Trailing stop loss is a very popular feature that is available on some top crypto exchanges. Trailing stop loss is basically a dynamic stop loss that always follows the current market price to reduce profit loss.
Trailing stop loss is mainly used by traders in an uptrend and when the price of the particular cryptocurrency is continuously rising.
A trailing stop loss is a condition order that instructs the crypto exchange to set a dynamic stop loss that always follows the market price and only trigger a sell immediately when the price hits a pre-specified trailing stop-loss price.
This will trigger the crypto exchange to sell. It is mostly used after buying a particular cryptocurrency in an uptrend and the price continues to rise upwards.

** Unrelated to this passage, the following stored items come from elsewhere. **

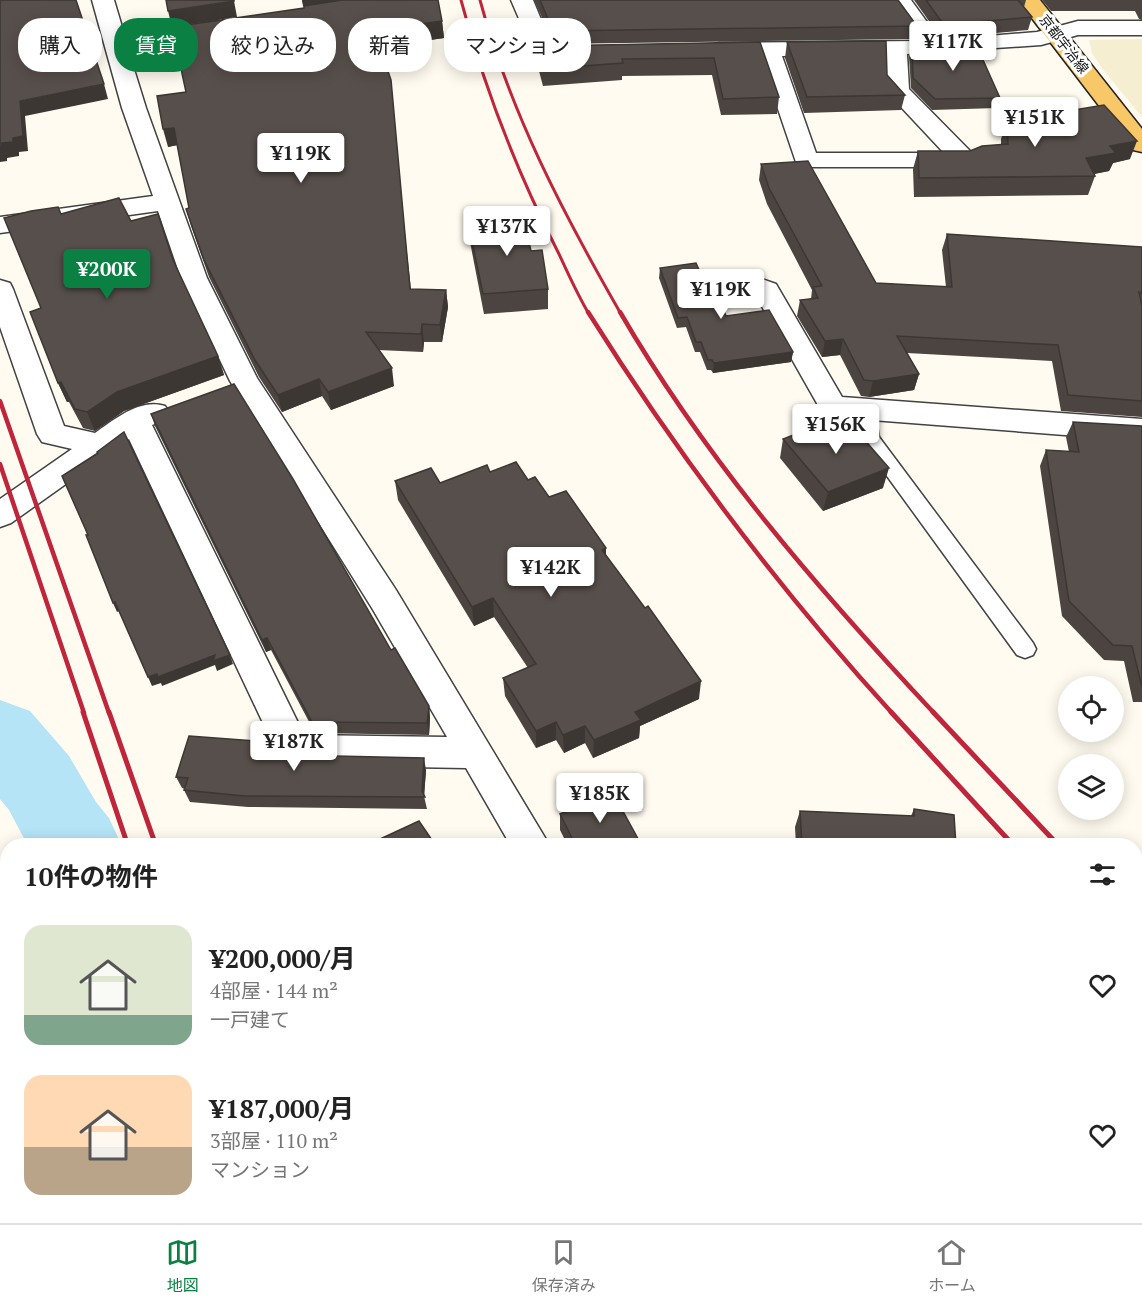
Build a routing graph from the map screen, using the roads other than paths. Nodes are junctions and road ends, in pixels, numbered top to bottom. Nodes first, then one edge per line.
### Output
1 (103, 0) edge
2 (522, 0) edge
3 (900, 0) edge
4 (1029, 0) edge
5 (1142, 28) edge
6 (1055, 32) junction
7 (114, 38) edge
8 (934, 47) junction
9 (896, 48) junction
10 (769, 50) junction
11 (698, 51) edge
12 (603, 52) edge
13 (124, 72) edge
14 (1142, 145) edge
15 (167, 202) junction
16 (0, 225) edge
17 (756, 286) dead end
18 (0, 289) edge
19 (179, 405) edge
20 (866, 410) junction
21 (135, 420) junction
22 (1142, 430) edge
23 (100, 445) junction
24 (0, 515) edge
25 (1025, 649) dead end
26 (476, 753) junction
27 (526, 838) edge

1 - 7 street
2 - 12 street
3 - 8 street
4 - 6 main road, 京都宇治線
5 - 6 street
6 - 8 street
6 - 14 main road, 京都宇治線
8 - 9 street
9 - 10 street
9 - 10 street
10 - 11 street
13 - 15 street
15 - 16 street
15 - 26 street
17 - 20 street
18 - 23 street
19 - 21 street
20 - 22 street
20 - 25 lane
21 - 23 street
21 - 26 street
23 - 24 street
26 - 27 street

Depending on the percentage distance used for the trailing stop loss, it would continue to follow behind the market price and would only trigger an exit when the price hit the trailing stop loss price and lower.
Margin call
In margin trading, sometimes trades and predictions don’t always go as expected and the market would go against the trader.
A margin call is not pleasant because it means that the trader is already in a losing position.
A margin happens to traders whose margin balance is in a critical condition and has decreased below the margin requirements as a result of loss from margin trading.
When the margin call happens, the trader would be required to deposit more funds or assets into their account.
They trader must deposit more funds or assets into the account or have their positions liquidates to make up for the margin requirements.